Lumpectomy better than mastectomy for early breast cancer

Results from the largest-ever observational study of women with early breast cancer suggests that early stage breast cancer survival may be better with lumpectomy plus local radiation than with mastectomy. The news is timely because over the last 10 years, there has been a growing tendency for women diagnosed with breast cancer to opt for mastectomy, even if they have small early cancers.

Overall survival was 19 percent higher after the less invasive breast-conserving treatment, which is a combination of lumpectomy and radiation, than with mastectomy after adjustment for other factors, E. Shelley Hwang, MD, MPH, of Duke University Medical Center, and colleagues reported online in Cancer.

Researchers examined data on over 112,000 cases of stage I and stage II breast cancer in California. These cases, diagnosed between 1990 and 2004, each resulted in either mastectomy or lumpectomy plus radiation therapy. The women were then followed until 2009, and the researchers compared the results of the different types of treatment.

The scientists found that in the first three years following surgery, women who had mastectomies were more likely to die from heart disease and other diseases compared with women who had lumpectomies.

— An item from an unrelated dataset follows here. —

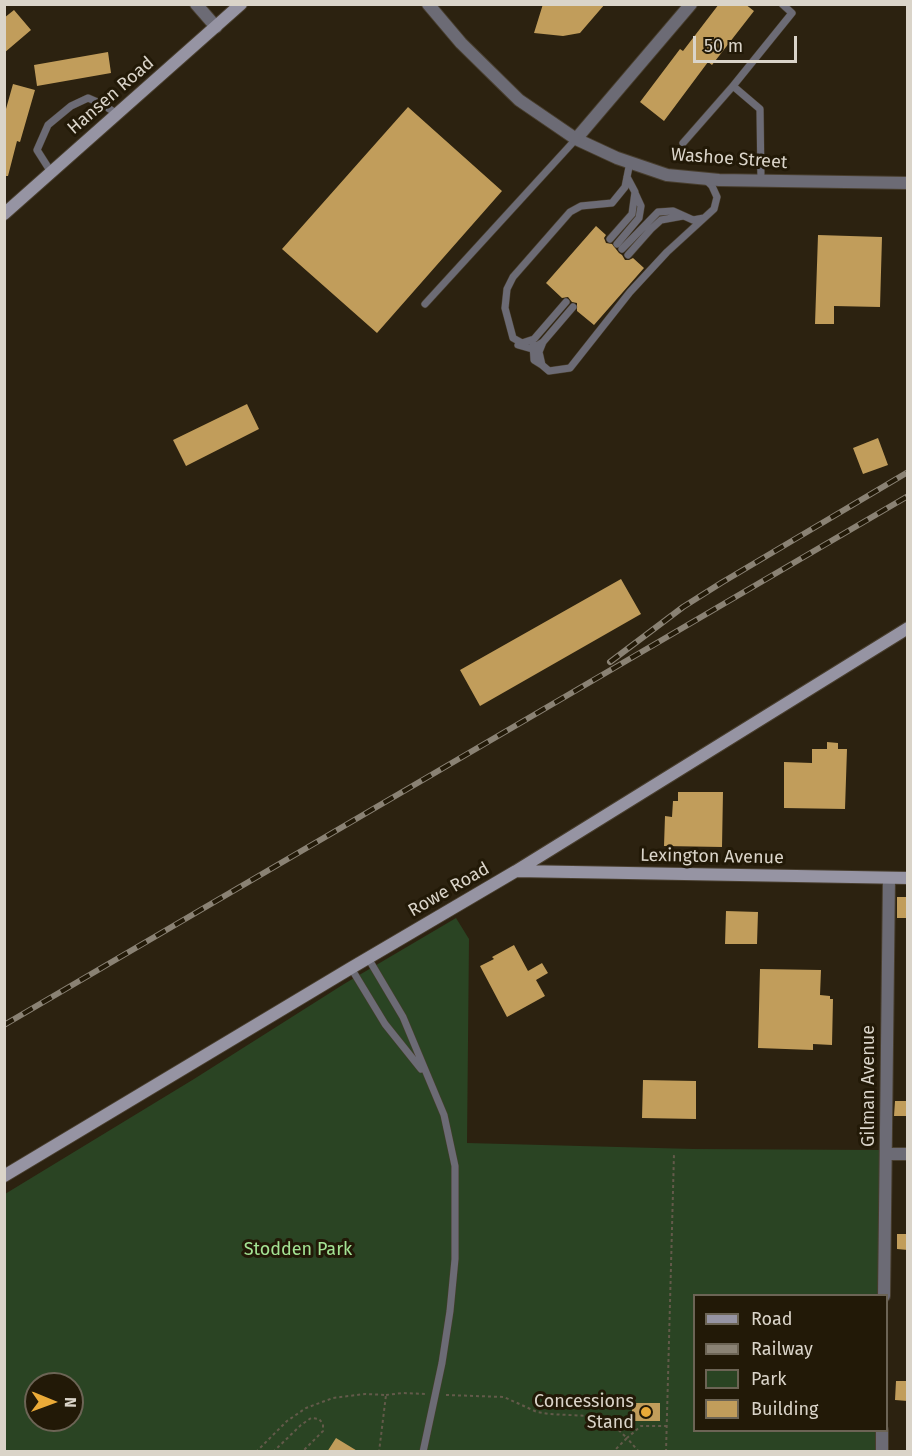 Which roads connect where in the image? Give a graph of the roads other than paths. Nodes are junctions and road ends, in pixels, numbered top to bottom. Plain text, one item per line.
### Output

Overall, they found that women who had lumpectomy plus radiation were slightly more likely to survive cancer than women who had mastectomy.

The biggest effect was seen in women over 50 with hormone-sensitive (hormone-receptor positive) breast cancers. Their risk of dying from breast cancer during the follow-up was 14 percent lower than similar women with similar cancers who had a mastectomy. Furthermore, the same was true across all ages and cancer types.

It isn t clear to me why in the past 10 years or so there has been a growing tendency for women diagnosed with breast cancer to opt for mastectomy as opposed to lumpectomy, says ACSH s Dr. Gilbert Ross, but this study suggests that lumpectomy with local radiation is superior in terms of cancer outcome, albeit not by a huge amount, than mastectomy. Of course, given its observational nature, a cause-and-effect relationship cannot be asserted.